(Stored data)
====
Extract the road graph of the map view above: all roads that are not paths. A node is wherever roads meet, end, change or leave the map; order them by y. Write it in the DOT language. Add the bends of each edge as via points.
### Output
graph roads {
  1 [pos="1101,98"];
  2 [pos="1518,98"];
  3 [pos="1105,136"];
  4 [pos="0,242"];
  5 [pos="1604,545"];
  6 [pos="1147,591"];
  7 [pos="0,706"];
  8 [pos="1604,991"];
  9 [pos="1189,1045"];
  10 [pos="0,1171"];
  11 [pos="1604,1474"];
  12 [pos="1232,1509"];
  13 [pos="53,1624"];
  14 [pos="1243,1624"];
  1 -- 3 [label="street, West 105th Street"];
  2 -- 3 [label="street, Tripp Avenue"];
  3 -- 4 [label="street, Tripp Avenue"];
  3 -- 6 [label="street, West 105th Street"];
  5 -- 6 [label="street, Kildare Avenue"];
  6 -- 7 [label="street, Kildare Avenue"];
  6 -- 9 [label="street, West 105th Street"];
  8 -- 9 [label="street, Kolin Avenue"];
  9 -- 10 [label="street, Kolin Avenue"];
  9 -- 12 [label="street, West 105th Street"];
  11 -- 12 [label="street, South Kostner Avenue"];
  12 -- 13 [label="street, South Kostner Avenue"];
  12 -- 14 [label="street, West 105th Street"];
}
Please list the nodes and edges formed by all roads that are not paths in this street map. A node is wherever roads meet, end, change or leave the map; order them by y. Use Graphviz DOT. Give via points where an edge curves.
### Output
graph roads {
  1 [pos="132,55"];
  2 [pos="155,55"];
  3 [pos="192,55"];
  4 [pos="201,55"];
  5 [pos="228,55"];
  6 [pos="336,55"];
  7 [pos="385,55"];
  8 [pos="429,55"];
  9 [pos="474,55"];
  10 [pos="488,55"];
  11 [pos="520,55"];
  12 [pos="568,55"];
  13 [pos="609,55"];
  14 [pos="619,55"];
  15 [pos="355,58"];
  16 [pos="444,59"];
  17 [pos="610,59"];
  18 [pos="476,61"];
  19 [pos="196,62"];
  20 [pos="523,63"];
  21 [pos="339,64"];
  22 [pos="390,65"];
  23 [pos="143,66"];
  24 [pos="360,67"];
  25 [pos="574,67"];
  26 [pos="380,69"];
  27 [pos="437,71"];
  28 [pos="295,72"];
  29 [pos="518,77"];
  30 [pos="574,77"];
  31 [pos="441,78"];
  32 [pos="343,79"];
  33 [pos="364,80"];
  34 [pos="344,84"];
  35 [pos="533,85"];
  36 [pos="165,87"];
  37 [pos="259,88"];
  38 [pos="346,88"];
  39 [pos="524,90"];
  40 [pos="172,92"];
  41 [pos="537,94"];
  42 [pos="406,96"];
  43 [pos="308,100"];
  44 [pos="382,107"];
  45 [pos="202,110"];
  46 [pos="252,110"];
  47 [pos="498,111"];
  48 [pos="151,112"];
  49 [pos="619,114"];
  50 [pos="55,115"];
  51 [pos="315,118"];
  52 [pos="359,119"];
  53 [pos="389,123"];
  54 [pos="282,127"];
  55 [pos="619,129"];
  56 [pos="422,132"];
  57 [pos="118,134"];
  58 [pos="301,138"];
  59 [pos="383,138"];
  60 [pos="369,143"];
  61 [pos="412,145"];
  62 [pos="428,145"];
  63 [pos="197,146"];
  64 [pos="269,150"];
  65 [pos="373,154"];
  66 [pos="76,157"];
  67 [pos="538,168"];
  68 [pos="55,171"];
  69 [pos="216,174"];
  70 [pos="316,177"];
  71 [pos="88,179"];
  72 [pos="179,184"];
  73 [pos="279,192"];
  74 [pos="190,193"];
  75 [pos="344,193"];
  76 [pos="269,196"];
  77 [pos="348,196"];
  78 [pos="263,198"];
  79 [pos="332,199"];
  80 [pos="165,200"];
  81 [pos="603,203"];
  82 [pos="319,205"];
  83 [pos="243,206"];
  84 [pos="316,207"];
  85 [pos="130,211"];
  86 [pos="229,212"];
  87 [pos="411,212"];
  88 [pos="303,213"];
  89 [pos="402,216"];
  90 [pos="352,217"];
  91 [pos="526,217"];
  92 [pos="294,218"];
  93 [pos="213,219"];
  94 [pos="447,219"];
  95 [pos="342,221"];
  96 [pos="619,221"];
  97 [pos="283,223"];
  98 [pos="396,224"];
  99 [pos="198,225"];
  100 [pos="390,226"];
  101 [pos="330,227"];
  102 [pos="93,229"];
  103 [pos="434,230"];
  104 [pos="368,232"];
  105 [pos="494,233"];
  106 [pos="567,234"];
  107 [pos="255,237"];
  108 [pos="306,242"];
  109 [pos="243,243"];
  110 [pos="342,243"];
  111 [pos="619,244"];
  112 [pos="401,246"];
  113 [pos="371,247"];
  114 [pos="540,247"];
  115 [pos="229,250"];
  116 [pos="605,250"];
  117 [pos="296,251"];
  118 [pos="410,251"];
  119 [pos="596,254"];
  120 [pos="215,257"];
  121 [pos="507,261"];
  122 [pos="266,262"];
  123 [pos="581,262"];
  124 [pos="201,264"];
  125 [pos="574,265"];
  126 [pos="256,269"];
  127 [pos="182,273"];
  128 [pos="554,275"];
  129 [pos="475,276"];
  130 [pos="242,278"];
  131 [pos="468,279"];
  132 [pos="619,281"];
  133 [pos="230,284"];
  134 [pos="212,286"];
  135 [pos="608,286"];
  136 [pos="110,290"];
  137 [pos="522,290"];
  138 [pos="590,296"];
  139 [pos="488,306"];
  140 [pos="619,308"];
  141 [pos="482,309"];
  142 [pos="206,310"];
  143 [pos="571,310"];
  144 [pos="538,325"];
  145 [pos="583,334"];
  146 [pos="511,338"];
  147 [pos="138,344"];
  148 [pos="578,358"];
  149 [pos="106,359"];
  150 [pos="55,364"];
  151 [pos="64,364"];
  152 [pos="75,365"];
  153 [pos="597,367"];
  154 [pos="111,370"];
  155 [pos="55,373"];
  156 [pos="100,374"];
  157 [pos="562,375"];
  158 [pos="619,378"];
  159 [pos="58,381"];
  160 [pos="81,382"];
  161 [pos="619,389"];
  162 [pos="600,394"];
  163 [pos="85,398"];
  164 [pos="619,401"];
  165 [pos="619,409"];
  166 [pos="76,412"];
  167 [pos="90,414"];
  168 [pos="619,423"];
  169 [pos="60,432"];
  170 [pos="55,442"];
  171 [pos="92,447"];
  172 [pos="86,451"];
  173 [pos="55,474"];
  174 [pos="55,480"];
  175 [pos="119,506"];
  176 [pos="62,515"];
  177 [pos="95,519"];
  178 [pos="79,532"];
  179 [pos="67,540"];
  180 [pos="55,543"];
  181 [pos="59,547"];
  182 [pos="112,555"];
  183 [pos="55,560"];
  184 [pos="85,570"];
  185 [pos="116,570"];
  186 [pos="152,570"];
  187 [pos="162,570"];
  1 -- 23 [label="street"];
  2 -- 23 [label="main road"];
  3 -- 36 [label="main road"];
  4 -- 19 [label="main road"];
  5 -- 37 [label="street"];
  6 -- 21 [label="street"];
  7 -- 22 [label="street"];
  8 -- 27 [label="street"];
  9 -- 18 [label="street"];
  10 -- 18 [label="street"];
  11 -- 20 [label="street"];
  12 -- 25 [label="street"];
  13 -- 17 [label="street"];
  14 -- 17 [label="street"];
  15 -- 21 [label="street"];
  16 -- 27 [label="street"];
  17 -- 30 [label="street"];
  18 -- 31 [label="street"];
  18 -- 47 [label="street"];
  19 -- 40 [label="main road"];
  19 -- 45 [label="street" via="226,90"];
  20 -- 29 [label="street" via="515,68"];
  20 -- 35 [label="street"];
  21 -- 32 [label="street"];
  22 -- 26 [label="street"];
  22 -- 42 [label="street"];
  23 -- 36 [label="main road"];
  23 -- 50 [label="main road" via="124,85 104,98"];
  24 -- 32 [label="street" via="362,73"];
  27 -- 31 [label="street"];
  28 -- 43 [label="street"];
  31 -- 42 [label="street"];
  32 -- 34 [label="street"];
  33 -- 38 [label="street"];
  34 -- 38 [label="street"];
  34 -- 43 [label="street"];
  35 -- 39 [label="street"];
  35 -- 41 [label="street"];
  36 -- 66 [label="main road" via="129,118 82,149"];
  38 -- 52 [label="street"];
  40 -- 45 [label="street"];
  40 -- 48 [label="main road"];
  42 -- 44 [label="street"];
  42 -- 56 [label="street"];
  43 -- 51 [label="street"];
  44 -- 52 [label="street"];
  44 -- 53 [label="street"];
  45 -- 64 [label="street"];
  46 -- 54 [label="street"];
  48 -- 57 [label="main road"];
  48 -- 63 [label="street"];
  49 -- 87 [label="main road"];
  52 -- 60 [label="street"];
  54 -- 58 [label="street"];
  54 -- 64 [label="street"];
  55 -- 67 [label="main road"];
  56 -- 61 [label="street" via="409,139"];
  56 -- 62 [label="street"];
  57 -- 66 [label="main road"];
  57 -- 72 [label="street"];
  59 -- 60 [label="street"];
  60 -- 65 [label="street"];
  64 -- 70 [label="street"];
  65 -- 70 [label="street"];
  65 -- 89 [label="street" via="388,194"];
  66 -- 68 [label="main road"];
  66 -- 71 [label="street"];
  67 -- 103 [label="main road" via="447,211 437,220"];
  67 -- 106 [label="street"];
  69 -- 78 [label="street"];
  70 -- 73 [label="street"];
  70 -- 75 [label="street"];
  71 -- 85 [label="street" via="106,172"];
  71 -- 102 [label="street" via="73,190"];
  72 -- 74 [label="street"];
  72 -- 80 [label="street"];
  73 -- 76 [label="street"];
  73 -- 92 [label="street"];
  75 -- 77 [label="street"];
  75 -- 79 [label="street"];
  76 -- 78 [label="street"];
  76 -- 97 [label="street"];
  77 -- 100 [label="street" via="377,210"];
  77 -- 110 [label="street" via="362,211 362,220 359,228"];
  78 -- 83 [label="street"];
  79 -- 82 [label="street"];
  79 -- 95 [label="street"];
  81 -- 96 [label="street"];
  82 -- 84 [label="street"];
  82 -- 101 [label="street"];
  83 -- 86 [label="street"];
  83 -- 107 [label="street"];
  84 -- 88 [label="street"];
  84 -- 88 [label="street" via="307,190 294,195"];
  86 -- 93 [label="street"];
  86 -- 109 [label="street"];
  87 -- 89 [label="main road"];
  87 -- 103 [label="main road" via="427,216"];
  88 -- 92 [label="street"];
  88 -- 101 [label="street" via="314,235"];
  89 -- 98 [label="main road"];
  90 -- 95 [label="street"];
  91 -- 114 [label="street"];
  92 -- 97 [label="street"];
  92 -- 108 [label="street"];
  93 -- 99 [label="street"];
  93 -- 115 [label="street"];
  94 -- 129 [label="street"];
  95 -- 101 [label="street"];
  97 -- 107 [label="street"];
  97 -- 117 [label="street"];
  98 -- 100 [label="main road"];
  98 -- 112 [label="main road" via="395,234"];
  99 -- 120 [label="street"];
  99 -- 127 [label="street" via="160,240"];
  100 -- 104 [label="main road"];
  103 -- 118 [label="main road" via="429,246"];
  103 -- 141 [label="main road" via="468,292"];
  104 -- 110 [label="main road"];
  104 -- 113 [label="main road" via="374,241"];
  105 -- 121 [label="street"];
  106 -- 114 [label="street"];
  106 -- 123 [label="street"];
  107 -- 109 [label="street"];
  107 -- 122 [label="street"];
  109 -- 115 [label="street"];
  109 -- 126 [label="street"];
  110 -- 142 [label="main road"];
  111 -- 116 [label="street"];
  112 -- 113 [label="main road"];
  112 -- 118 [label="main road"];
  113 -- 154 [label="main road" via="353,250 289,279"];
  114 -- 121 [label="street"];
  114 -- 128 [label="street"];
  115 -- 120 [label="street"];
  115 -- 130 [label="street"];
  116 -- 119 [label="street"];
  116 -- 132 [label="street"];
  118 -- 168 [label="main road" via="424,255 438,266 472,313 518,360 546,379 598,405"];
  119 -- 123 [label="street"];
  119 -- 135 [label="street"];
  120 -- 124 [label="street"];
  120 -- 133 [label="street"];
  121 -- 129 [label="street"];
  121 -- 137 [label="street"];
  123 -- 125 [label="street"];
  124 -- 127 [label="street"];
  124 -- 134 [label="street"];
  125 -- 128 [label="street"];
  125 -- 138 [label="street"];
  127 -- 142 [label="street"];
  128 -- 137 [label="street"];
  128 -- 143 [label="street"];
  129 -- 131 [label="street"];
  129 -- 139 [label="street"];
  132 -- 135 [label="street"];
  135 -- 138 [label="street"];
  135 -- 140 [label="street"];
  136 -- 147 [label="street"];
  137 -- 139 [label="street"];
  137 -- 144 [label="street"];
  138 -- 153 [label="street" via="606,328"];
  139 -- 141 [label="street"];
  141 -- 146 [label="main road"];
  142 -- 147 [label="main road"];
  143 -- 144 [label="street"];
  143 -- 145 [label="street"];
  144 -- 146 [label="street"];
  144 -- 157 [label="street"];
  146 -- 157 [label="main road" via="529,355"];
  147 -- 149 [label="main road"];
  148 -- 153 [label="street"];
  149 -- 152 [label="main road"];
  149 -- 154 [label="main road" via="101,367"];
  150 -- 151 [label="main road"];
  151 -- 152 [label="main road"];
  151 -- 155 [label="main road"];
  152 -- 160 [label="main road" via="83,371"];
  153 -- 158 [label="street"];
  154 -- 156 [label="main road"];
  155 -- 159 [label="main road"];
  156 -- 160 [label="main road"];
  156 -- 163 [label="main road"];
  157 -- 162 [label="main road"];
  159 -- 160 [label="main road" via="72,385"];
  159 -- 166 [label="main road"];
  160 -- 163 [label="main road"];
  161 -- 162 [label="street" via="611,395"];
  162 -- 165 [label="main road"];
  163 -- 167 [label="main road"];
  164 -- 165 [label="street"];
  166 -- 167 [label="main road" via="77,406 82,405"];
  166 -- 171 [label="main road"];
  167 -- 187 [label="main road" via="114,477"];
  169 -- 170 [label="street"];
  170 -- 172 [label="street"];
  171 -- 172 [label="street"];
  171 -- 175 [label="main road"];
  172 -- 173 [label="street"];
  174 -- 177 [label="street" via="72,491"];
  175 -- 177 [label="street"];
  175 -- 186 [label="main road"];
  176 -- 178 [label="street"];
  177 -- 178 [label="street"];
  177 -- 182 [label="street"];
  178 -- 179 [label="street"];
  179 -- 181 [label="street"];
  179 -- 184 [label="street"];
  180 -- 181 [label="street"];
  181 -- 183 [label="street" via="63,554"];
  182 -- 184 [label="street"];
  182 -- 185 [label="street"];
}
====
All lines from the start of the entries through the line where "Please list the" sits should be duplicated exactly, with nothing else in the output.

■ Exercise result ■
Extract the road graph of the map view above: all roads that are not paths. A node is wherever roads meet, end, change or leave the map; order them by y. Write it in the DOT language. Add the bends of each edge as via points.
### Output
graph roads {
  1 [pos="1101,98"];
  2 [pos="1518,98"];
  3 [pos="1105,136"];
  4 [pos="0,242"];
  5 [pos="1604,545"];
  6 [pos="1147,591"];
  7 [pos="0,706"];
  8 [pos="1604,991"];
  9 [pos="1189,1045"];
  10 [pos="0,1171"];
  11 [pos="1604,1474"];
  12 [pos="1232,1509"];
  13 [pos="53,1624"];
  14 [pos="1243,1624"];
  1 -- 3 [label="street, West 105th Street"];
  2 -- 3 [label="street, Tripp Avenue"];
  3 -- 4 [label="street, Tripp Avenue"];
  3 -- 6 [label="street, West 105th Street"];
  5 -- 6 [label="street, Kildare Avenue"];
  6 -- 7 [label="street, Kildare Avenue"];
  6 -- 9 [label="street, West 105th Street"];
  8 -- 9 [label="street, Kolin Avenue"];
  9 -- 10 [label="street, Kolin Avenue"];
  9 -- 12 [label="street, West 105th Street"];
  11 -- 12 [label="street, South Kostner Avenue"];
  12 -- 13 [label="street, South Kostner Avenue"];
  12 -- 14 [label="street, West 105th Street"];
}
Please list the nodes and edges formed by all roads that are not paths in this street map. A node is wherever roads meet, end, change or leave the map; order them by y. Use Graphviz DOT. Give via points where an edge curves.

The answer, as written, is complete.